## Problem requirements
Identify all lines of the data containing the string "down" and copy them.

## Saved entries
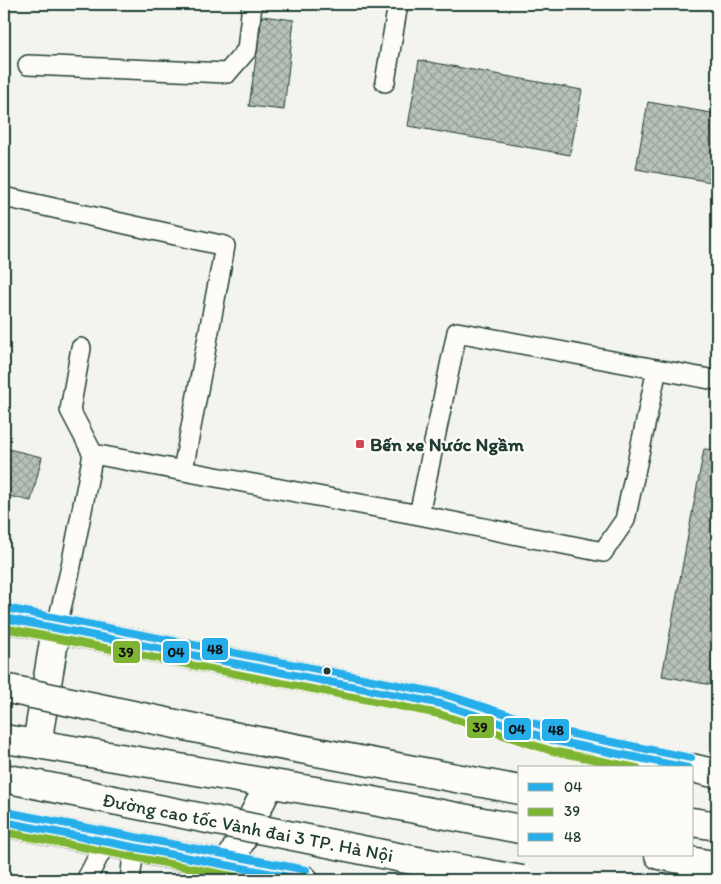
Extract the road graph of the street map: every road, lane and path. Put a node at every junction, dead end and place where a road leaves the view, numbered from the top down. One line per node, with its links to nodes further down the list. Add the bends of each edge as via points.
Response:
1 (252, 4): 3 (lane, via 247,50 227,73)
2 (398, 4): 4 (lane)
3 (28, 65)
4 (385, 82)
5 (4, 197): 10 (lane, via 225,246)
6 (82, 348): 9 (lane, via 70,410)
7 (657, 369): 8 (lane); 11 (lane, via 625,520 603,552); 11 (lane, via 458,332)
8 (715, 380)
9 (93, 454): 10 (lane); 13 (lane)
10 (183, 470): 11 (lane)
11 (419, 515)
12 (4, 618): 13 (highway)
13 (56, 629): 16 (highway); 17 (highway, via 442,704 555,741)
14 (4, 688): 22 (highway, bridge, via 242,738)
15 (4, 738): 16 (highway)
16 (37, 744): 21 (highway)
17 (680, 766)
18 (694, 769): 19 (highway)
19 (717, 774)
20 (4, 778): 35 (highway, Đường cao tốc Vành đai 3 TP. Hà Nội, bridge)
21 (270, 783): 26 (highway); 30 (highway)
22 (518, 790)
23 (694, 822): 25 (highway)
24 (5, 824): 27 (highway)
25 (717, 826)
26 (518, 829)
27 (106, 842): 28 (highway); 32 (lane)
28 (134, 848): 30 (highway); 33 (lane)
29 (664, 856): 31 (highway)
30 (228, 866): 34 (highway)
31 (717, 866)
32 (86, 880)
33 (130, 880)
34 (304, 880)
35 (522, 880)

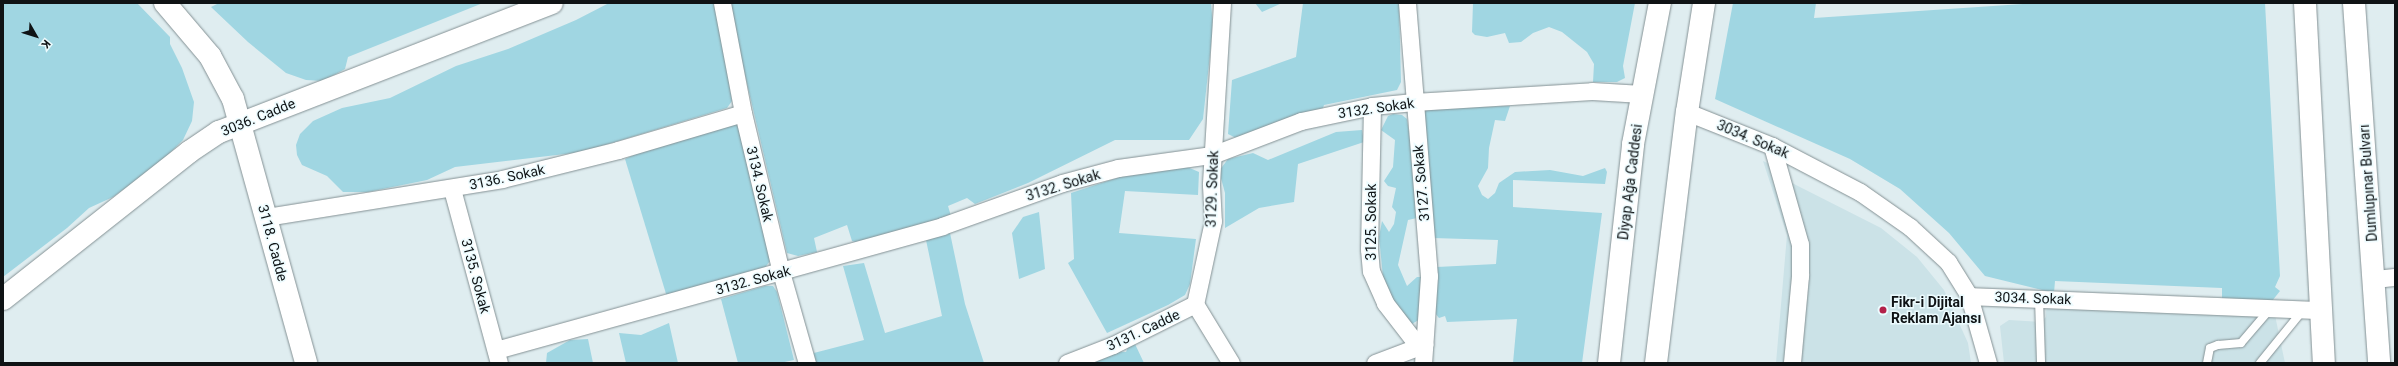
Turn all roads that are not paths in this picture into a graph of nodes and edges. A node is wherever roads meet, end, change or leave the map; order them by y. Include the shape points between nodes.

==

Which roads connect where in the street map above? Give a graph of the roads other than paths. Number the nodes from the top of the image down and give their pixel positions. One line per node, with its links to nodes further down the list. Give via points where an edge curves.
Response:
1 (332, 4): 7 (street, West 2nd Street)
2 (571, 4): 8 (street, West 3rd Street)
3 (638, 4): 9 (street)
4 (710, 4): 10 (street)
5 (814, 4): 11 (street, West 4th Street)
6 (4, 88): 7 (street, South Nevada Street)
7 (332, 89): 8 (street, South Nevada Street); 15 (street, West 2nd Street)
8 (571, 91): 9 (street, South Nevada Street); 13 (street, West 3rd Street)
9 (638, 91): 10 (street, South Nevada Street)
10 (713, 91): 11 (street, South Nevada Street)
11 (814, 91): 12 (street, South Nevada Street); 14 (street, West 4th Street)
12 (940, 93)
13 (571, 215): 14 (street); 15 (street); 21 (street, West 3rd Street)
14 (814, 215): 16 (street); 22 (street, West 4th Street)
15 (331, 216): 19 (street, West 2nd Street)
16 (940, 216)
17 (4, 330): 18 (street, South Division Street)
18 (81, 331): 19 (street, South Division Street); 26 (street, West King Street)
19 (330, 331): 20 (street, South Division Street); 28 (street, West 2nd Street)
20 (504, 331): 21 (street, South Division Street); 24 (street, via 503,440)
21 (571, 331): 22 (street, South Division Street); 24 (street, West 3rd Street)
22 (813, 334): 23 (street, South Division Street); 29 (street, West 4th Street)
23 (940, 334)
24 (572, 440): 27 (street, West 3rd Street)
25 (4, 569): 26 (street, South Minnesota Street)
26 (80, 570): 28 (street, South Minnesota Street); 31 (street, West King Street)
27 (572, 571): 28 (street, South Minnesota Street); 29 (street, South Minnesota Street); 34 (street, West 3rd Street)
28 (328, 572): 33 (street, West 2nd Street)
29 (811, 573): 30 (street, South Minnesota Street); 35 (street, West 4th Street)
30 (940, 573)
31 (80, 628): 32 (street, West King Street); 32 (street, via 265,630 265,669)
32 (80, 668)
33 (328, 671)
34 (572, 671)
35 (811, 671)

## Response to the exercise
Extract the road graph of the street map: every road, lane and path. Put a node at every junction, dead end and place where a road leaves the view, numbered from the top down. One line per node, with its links to nodes further down the list. Add the bends of each edge as via points.
Which roads connect where in the street map above? Give a graph of the roads other than paths. Number the nodes from the top of the image down and give their pixel positions. One line per node, with its links to nodes further down the list. Give via points where an edge curves.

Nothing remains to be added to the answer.